I am always on the look out for new and interesting metaphors for the use and benefits of Scrum specifically and an agile approach to delivery in general. As a keen and almost-able musician myself, the title of Mike Cohn's recent article, "Leader of the Band," got me thinking more about the parallels between agile and music: both in its composition and its performance.
I do not profess to be skilled in composition or arrangement of music. I can, however, imagine how a composer visualizes a piece of music before it has been completed. Before he has written a single note, a music composer must have an idea of the style, structure and mood of the piece he is about to create. He starts with that vision. So, too, must a Scrum project begin with a theme or picture of what ultimately will be delivered.

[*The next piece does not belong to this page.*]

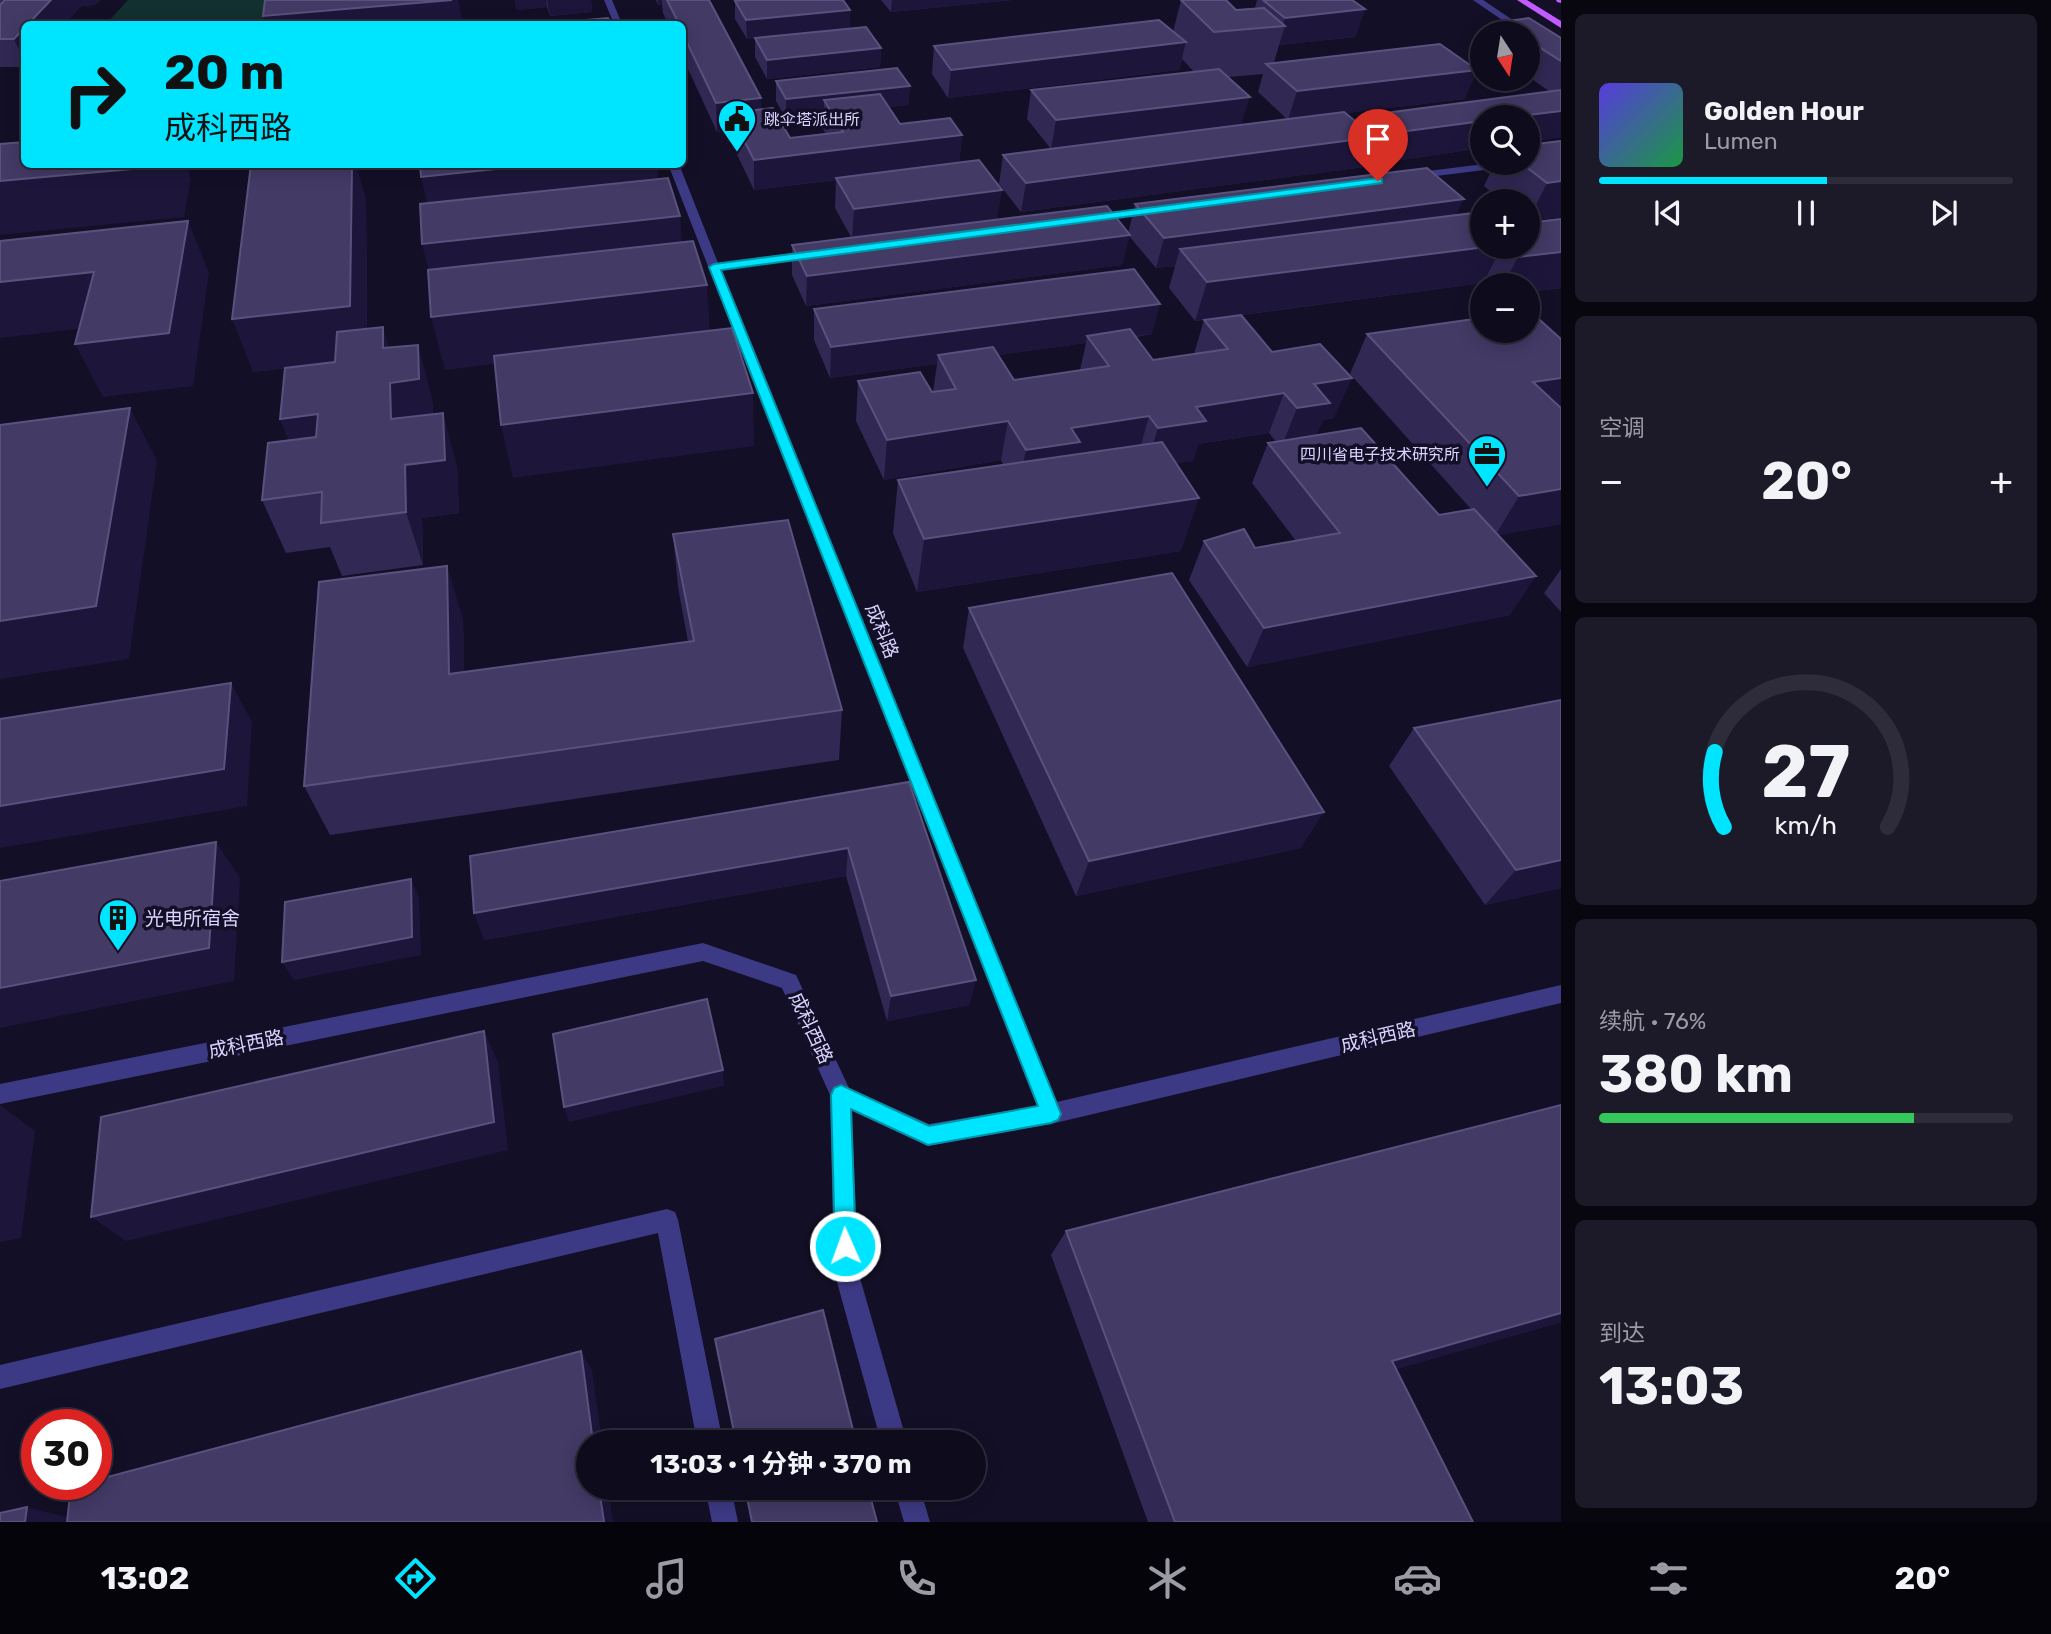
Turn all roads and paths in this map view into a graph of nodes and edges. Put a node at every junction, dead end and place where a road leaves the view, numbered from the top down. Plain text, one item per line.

In music, this vision comes from many different sources. Compositions can be written to mark a specific event, reflect a particular emotion or experience, or to convey a particular mood in a play or movie.
Historically, many classical compositions have been written to mark specific events. For example, Piotr Ilyitch Tchaikovsky's 1812 Overture (1880) was composed to commemorate the unsuccessful French invasion of Russia in 1812, a major turning point in the Napoleonic Wars. Tchaikovsky's clearly had the intention of building a classical masterpiece that portrayed the increasing magnitude and frenzy involved in the final stages of battle. Other pieces of classical music have been written to encapsulate a composer's own thoughts, experiences or emotional state. The Symphony No. 9, From the New World, popularly known as the New World Symphony, was composed by Antonin Dvořák in 1893 during his visit to the United States from 1892 to 1895. In an article published in the New York Herald (December 15th, 1893) Dvorak explained how Native American music had been an influence on his vision for this symphony:
– Antonin Dvořák
In some cases, composers are asked to write a movie soundtrack that encapsulates the themes of the motion picture. Good examples are the iconic works of John Williams (Star Wars, Jaws, Superman) and the more sedate film scores of James Horner (Titanic, Braveheart, Apollo 13). In these cases, the film director has a great deal of input as to which parts of the soundtrack are added to the film structure to improve the final product. He must work closely with the composer to ensure that his own vision is realized, in most cases working with only the movie's script, rather than the visual elements of the motion picture. In all of these instances, a clear project vision gives structure to what the composer will create. The project has a purpose: deliver something that will make people feel, remember or understand a particular mood, experience or event.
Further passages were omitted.